Because the pictures are not wanted, reproduce the rest of the records below exactly as they stand.
—————
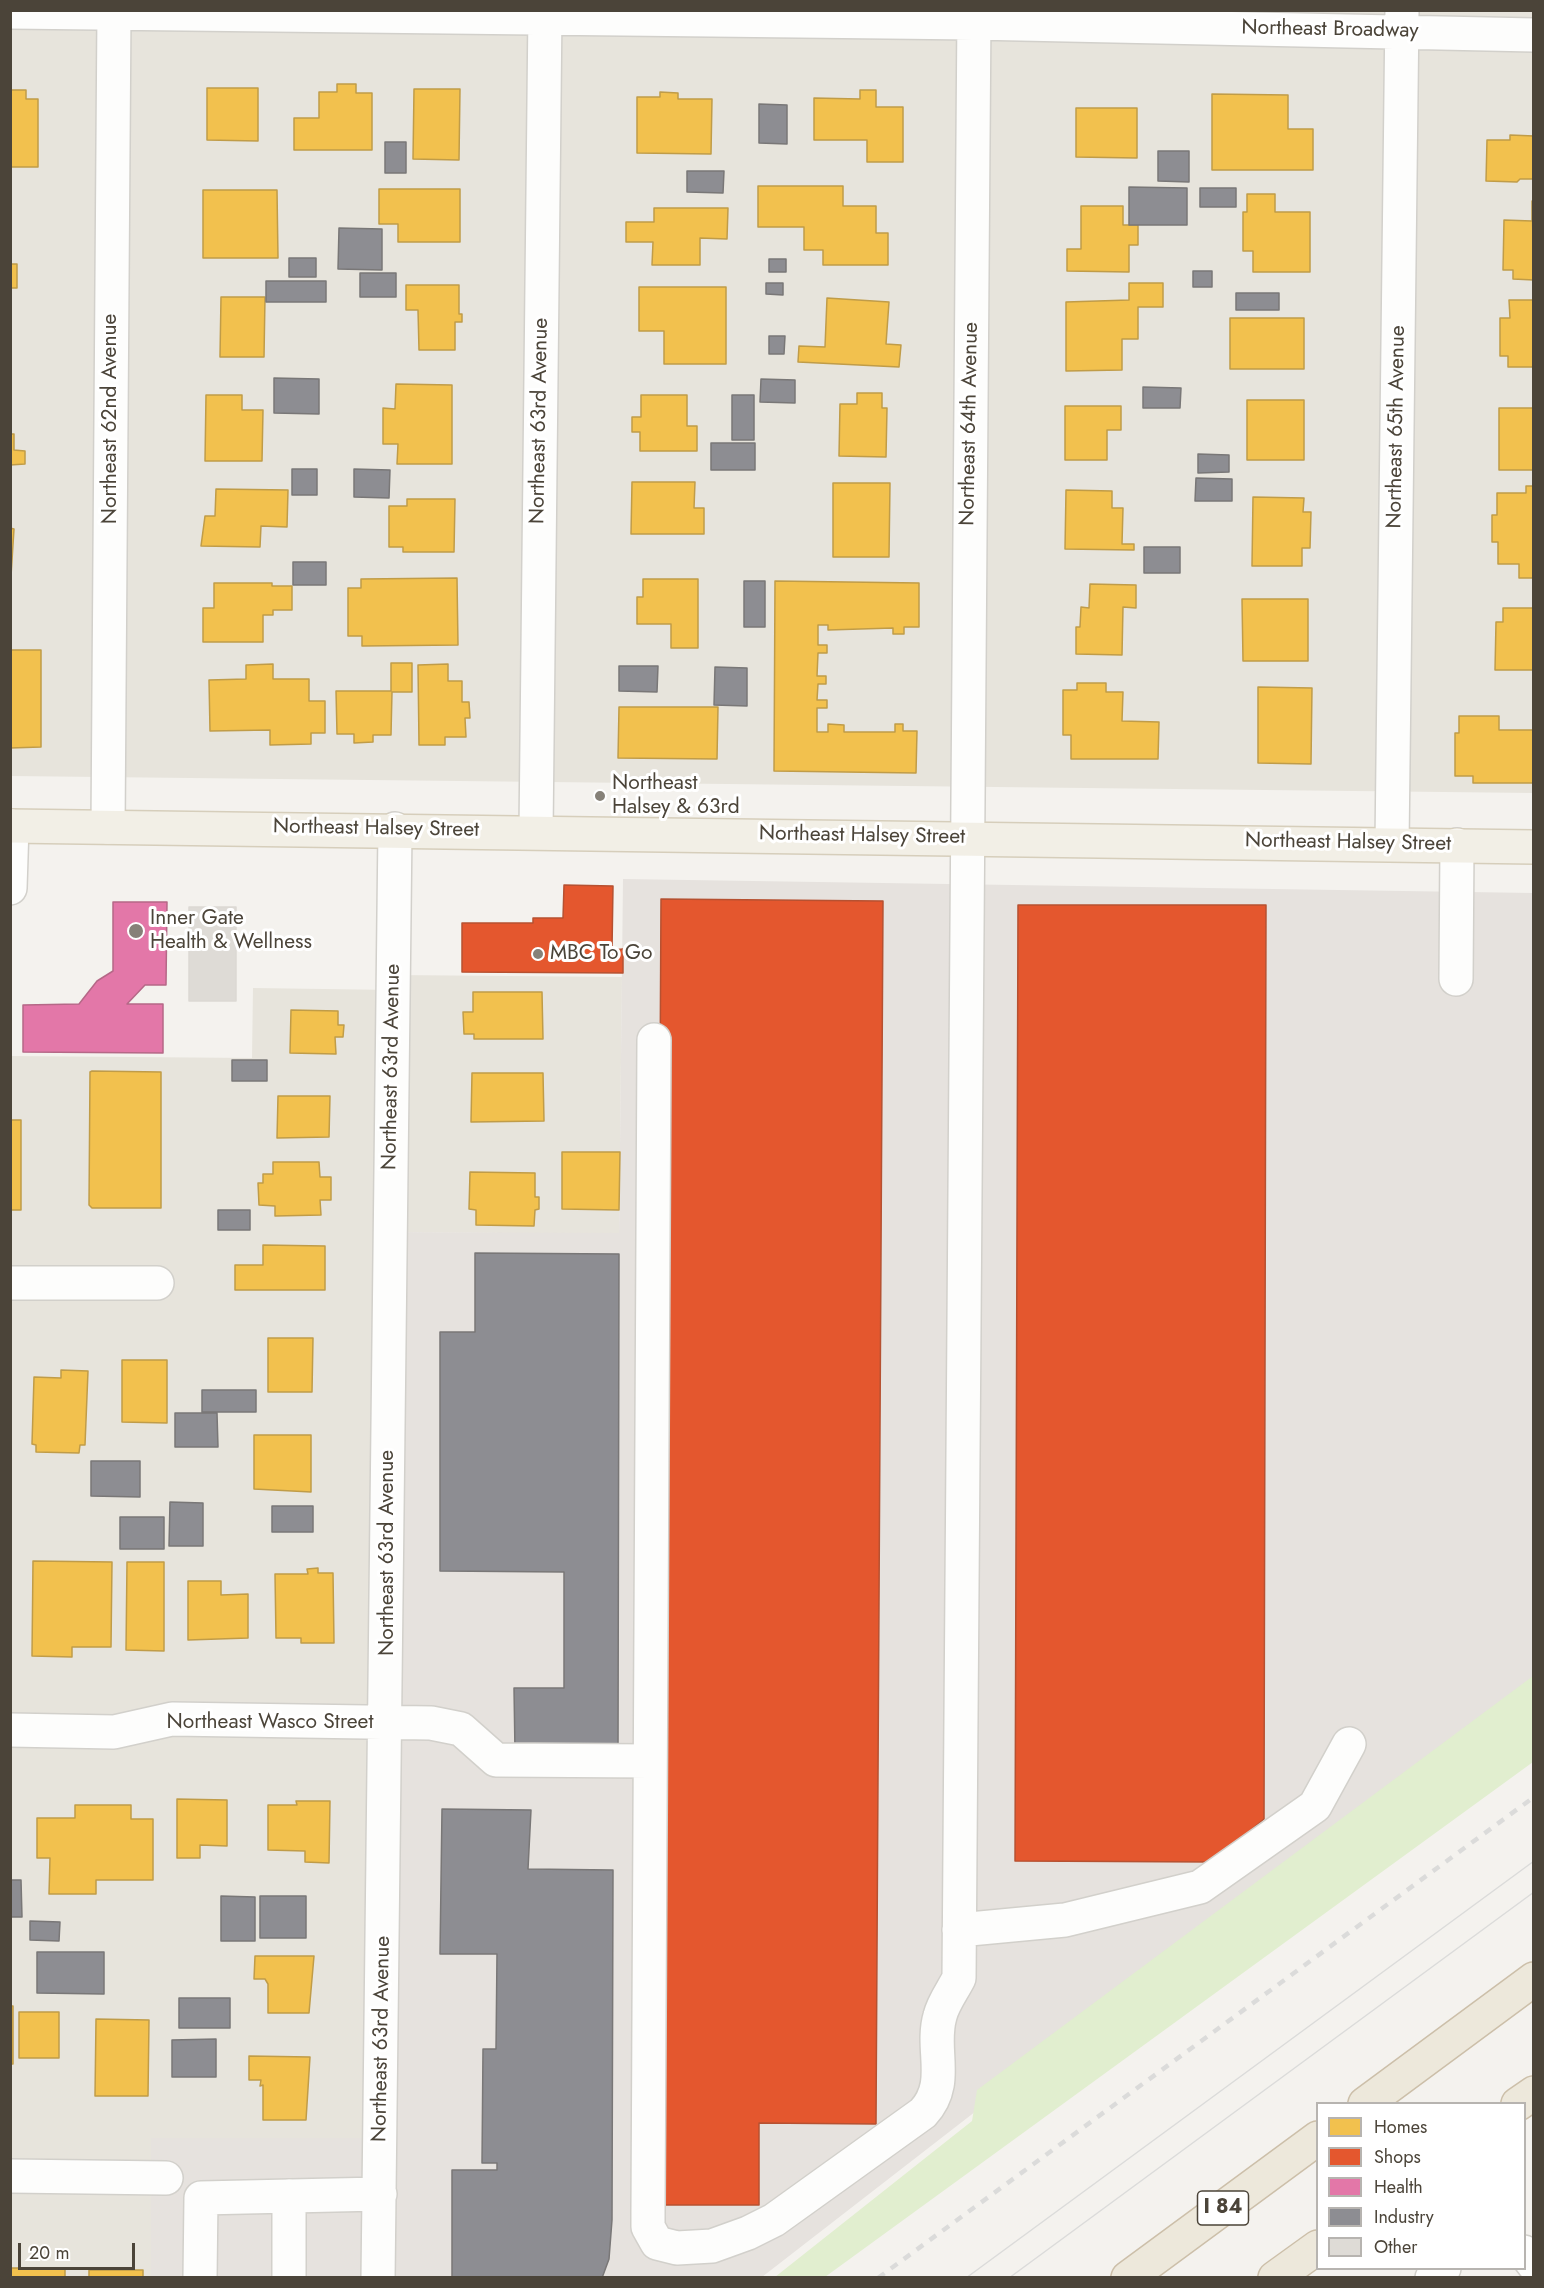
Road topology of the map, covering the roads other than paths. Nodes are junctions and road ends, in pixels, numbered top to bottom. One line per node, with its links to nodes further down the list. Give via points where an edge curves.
1 (114, 11): 2 (street, Northeast Broadway); 3 (street, Northeast Broadway); 8 (street, Northeast 62nd Avenue)
2 (10, 12)
3 (545, 14): 4 (street, Northeast Broadway); 10 (street, Northeast 63rd Avenue)
4 (974, 17): 5 (street, Northeast Broadway); 11 (street, Northeast 64th Avenue)
5 (1402, 21): 6 (street, Northeast Broadway); 12 (street, Northeast 65th Avenue)
6 (1533, 35)
7 (11, 826): 8 (main road, Northeast Halsey Street); 15 (street)
8 (108, 827): 9 (main road, Northeast Halsey Street)
9 (395, 829): 10 (main road, Northeast Halsey Street); 20 (street, Northeast 63rd Avenue)
10 (536, 832): 11 (main road, Northeast Halsey Street)
11 (966, 837): 12 (main road, Northeast Halsey Street); 24 (street, Northeast 64th Avenue)
12 (1392, 844): 13 (main road, Northeast Halsey Street)
13 (1457, 845): 14 (main road, Northeast Halsey Street); 16 (street)
14 (1533, 847)
15 (10, 888)
16 (1456, 979)
17 (654, 1040): 23 (street)
18 (10, 1282): 19 (street)
19 (157, 1283)
20 (386, 1722): 21 (street, Northeast Wasco Street, via 172,1719 114,1732); 23 (street, Northeast Wasco Street, via 444,1724 461,1729 496,1761); 32 (street, Northeast 63rd Avenue)
21 (10, 1730)
22 (1349, 1744): 24 (street, via 1315,1806 1200,1887 1065,1920)
23 (650, 1761): 24 (street, Northeast 64th Avenue, via 648,2228 657,2243 677,2248 712,2246 748,2233 774,2220 924,2113 935,2101 938,2088 939,2016 959,1978)
24 (959, 1930)
25 (1533, 1979): 27 (highway)
26 (1533, 2092): 28 (highway)
27 (1366, 2102)
28 (1519, 2102)
29 (1316, 2139): 38 (highway, I 84)
30 (10, 2176): 31 (street)
31 (166, 2178)
32 (380, 2194): 33 (street); 37 (street, Northeast 63rd Avenue)
33 (290, 2196): 35 (street, via 201,2198); 36 (street)
34 (1316, 2248): 39 (highway)
35 (200, 2277)
36 (290, 2277)
37 (378, 2277)
38 (1128, 2277)
39 (1275, 2277)

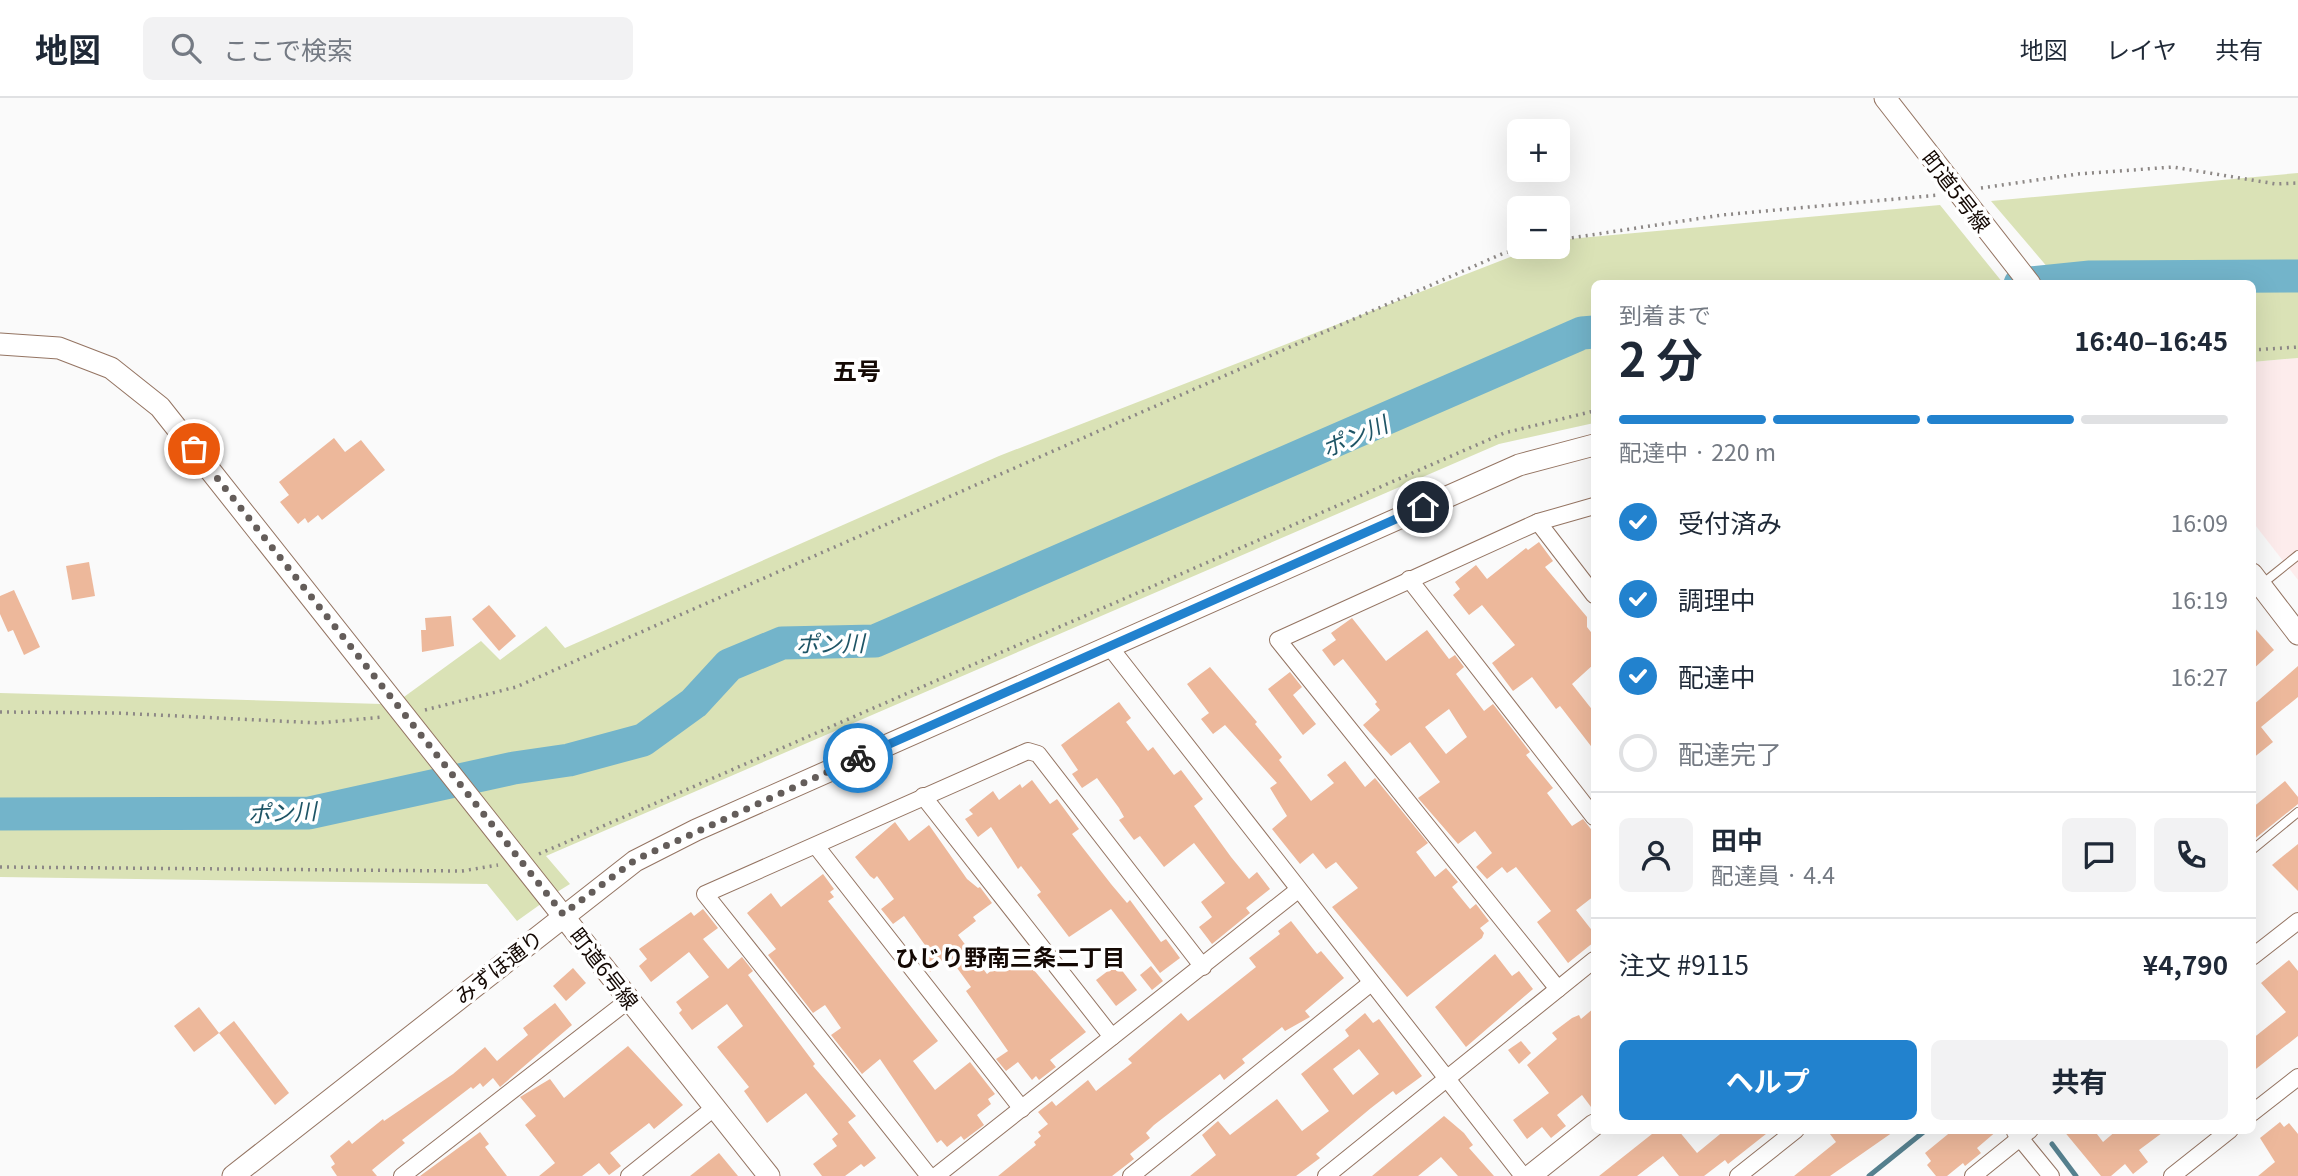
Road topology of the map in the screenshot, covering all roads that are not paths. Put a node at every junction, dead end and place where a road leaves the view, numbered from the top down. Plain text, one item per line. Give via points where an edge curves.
—————
Solution for this task:
Road topology of the map, covering the roads other than paths. Nodes are junctions and road ends, in pixels, numbered top to bottom. One line per node, with its links to nodes further down the list. Give via points where an edge curves.
1 (114, 11): 2 (street, Northeast Broadway); 3 (street, Northeast Broadway); 8 (street, Northeast 62nd Avenue)
2 (10, 12)
3 (545, 14): 4 (street, Northeast Broadway); 10 (street, Northeast 63rd Avenue)
4 (974, 17): 5 (street, Northeast Broadway); 11 (street, Northeast 64th Avenue)
5 (1402, 21): 6 (street, Northeast Broadway); 12 (street, Northeast 65th Avenue)
6 (1533, 35)
7 (11, 826): 8 (main road, Northeast Halsey Street); 15 (street)
8 (108, 827): 9 (main road, Northeast Halsey Street)
9 (395, 829): 10 (main road, Northeast Halsey Street); 20 (street, Northeast 63rd Avenue)
10 (536, 832): 11 (main road, Northeast Halsey Street)
11 (966, 837): 12 (main road, Northeast Halsey Street); 24 (street, Northeast 64th Avenue)
12 (1392, 844): 13 (main road, Northeast Halsey Street)
13 (1457, 845): 14 (main road, Northeast Halsey Street); 16 (street)
14 (1533, 847)
15 (10, 888)
16 (1456, 979)
17 (654, 1040): 23 (street)
18 (10, 1282): 19 (street)
19 (157, 1283)
20 (386, 1722): 21 (street, Northeast Wasco Street, via 172,1719 114,1732); 23 (street, Northeast Wasco Street, via 444,1724 461,1729 496,1761); 32 (street, Northeast 63rd Avenue)
21 (10, 1730)
22 (1349, 1744): 24 (street, via 1315,1806 1200,1887 1065,1920)
23 (650, 1761): 24 (street, Northeast 64th Avenue, via 648,2228 657,2243 677,2248 712,2246 748,2233 774,2220 924,2113 935,2101 938,2088 939,2016 959,1978)
24 (959, 1930)
25 (1533, 1979): 27 (highway)
26 (1533, 2092): 28 (highway)
27 (1366, 2102)
28 (1519, 2102)
29 (1316, 2139): 38 (highway, I 84)
30 (10, 2176): 31 (street)
31 (166, 2178)
32 (380, 2194): 33 (street); 37 (street, Northeast 63rd Avenue)
33 (290, 2196): 35 (street, via 201,2198); 36 (street)
34 (1316, 2248): 39 (highway)
35 (200, 2277)
36 (290, 2277)
37 (378, 2277)
38 (1128, 2277)
39 (1275, 2277)

Road topology of the map in the screenshot, covering all roads that are not paths. Put a node at every junction, dead end and place where a road leaves the view, numbered from the top down. Plain text, one item per line. Give via points where an edge curves.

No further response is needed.